Data —

--*--

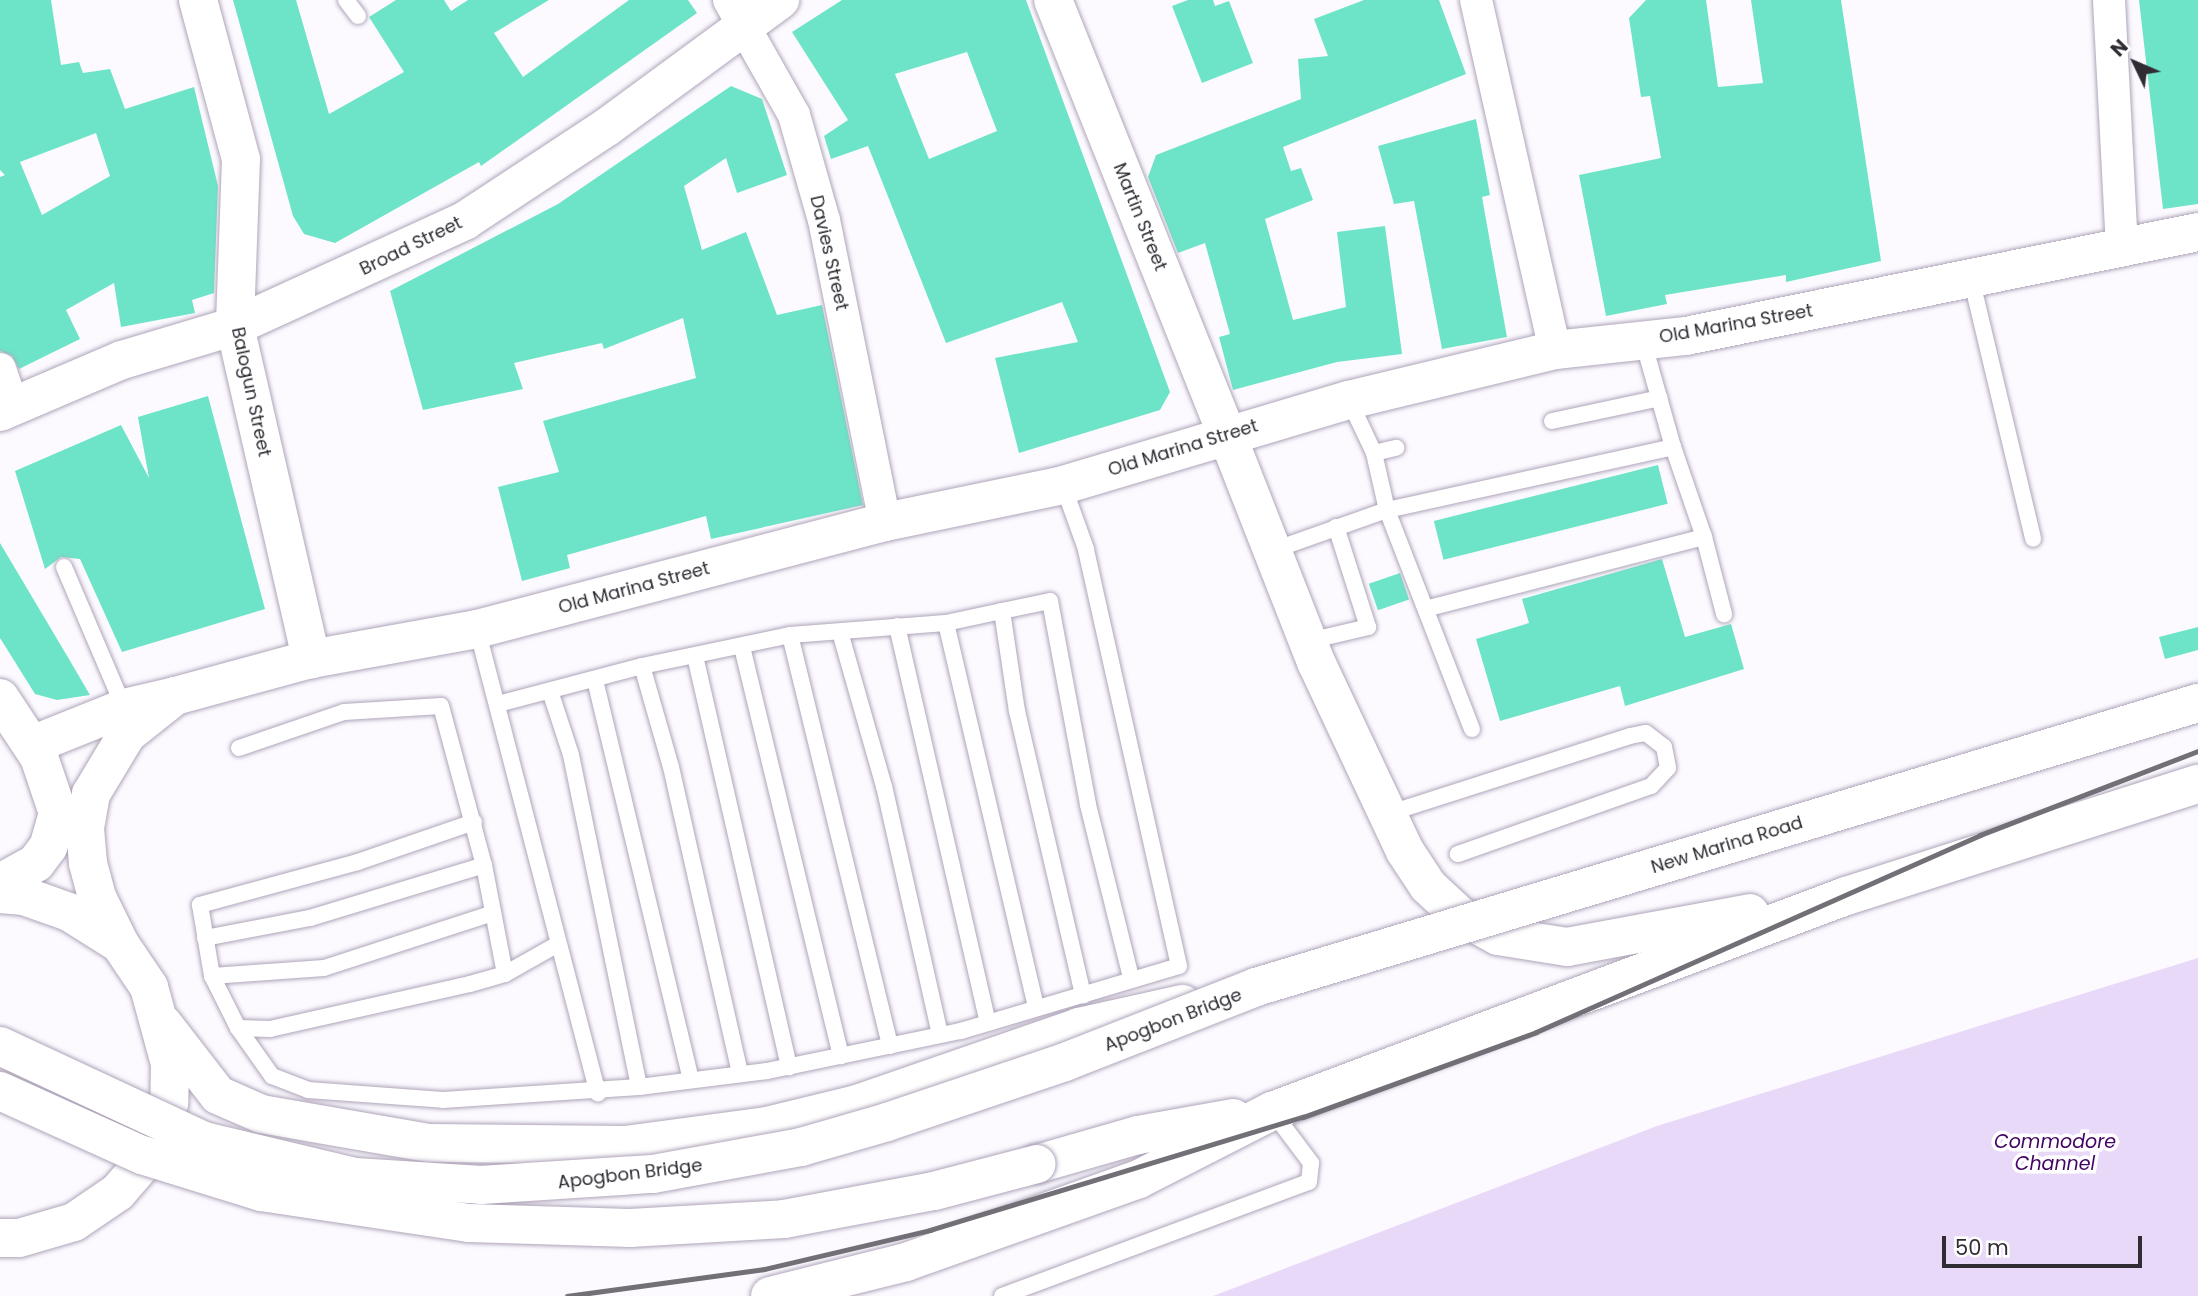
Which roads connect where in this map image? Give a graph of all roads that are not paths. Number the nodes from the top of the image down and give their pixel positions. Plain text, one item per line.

--*--

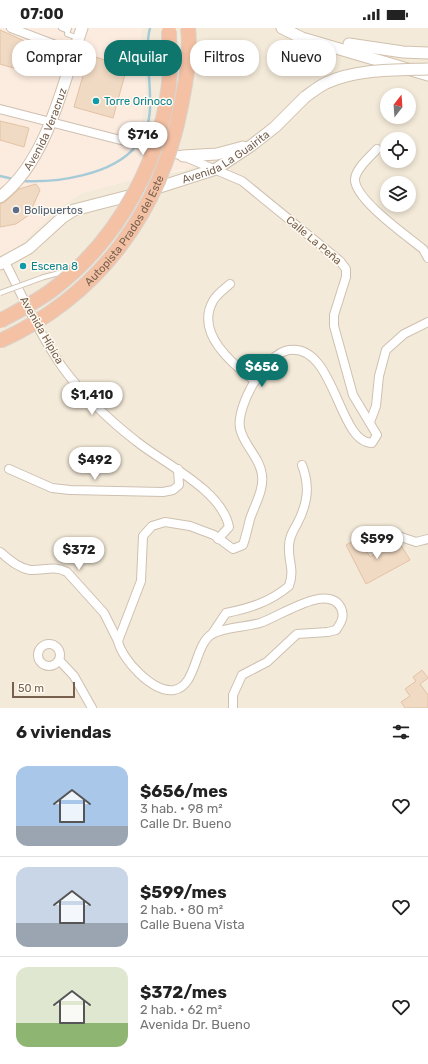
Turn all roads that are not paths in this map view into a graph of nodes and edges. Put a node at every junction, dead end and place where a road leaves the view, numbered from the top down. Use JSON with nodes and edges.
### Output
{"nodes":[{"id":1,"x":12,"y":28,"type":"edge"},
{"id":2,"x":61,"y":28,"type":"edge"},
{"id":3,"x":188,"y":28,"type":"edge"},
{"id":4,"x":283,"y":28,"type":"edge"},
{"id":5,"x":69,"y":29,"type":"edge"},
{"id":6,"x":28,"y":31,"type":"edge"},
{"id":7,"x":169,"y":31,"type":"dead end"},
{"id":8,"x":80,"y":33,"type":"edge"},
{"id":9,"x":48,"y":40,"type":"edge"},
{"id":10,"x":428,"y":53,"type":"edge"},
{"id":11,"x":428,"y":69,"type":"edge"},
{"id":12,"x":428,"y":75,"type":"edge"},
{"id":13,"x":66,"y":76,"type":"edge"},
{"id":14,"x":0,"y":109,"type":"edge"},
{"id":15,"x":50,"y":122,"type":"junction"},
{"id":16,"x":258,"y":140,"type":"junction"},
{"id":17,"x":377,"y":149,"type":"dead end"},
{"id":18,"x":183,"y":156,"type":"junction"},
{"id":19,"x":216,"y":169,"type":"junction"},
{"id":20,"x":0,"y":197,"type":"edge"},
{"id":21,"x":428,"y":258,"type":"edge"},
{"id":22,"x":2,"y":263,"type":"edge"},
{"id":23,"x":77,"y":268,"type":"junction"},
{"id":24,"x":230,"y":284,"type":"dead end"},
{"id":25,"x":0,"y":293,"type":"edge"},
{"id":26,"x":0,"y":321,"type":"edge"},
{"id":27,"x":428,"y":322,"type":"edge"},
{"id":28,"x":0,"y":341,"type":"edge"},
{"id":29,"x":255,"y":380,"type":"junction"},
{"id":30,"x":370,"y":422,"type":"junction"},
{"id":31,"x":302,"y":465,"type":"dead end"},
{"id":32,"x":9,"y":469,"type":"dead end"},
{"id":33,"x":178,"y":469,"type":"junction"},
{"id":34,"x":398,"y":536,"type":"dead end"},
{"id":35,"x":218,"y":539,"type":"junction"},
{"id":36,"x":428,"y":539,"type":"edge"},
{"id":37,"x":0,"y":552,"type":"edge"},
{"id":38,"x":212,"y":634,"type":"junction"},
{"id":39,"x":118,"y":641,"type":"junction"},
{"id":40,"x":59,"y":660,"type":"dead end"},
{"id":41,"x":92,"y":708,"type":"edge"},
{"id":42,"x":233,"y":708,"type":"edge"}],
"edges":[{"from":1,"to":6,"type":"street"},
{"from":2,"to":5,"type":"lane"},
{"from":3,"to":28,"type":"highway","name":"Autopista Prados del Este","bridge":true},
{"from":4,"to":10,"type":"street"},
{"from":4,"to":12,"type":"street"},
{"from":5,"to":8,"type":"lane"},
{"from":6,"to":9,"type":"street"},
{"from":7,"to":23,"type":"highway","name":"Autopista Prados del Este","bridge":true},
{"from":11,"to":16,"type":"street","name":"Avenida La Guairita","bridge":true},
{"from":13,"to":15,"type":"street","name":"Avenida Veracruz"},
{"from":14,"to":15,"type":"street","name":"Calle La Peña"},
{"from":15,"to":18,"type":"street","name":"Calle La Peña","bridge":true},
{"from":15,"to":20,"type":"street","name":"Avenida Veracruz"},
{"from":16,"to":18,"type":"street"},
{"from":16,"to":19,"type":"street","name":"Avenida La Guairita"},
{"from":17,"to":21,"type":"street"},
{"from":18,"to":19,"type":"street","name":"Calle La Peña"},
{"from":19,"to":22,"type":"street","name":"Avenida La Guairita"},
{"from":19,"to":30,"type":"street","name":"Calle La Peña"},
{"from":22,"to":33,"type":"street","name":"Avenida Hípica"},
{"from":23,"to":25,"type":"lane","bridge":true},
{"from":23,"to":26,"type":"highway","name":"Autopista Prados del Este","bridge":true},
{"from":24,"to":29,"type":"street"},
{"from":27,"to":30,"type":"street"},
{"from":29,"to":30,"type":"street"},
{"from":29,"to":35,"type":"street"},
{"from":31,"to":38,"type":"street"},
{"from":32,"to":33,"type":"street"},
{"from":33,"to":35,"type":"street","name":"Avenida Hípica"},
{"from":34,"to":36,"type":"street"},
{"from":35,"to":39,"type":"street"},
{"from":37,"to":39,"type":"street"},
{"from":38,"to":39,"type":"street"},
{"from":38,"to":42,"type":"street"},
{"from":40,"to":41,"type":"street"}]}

--*--

Try it — In the entries above, find every line holding the word "down" and copy it out.

Finished task —
Which roads connect where in this map image? Give a graph of all roads that are not paths. Number the nodes from the top of the image down and give their pixel positions. Plain text, one item per line.
Turn all roads that are not paths in this map view into a graph of nodes and edges. Put a node at every junction, dead end and place where a road leaves the view, numbered from the top down. Use JSON with nodes and edges.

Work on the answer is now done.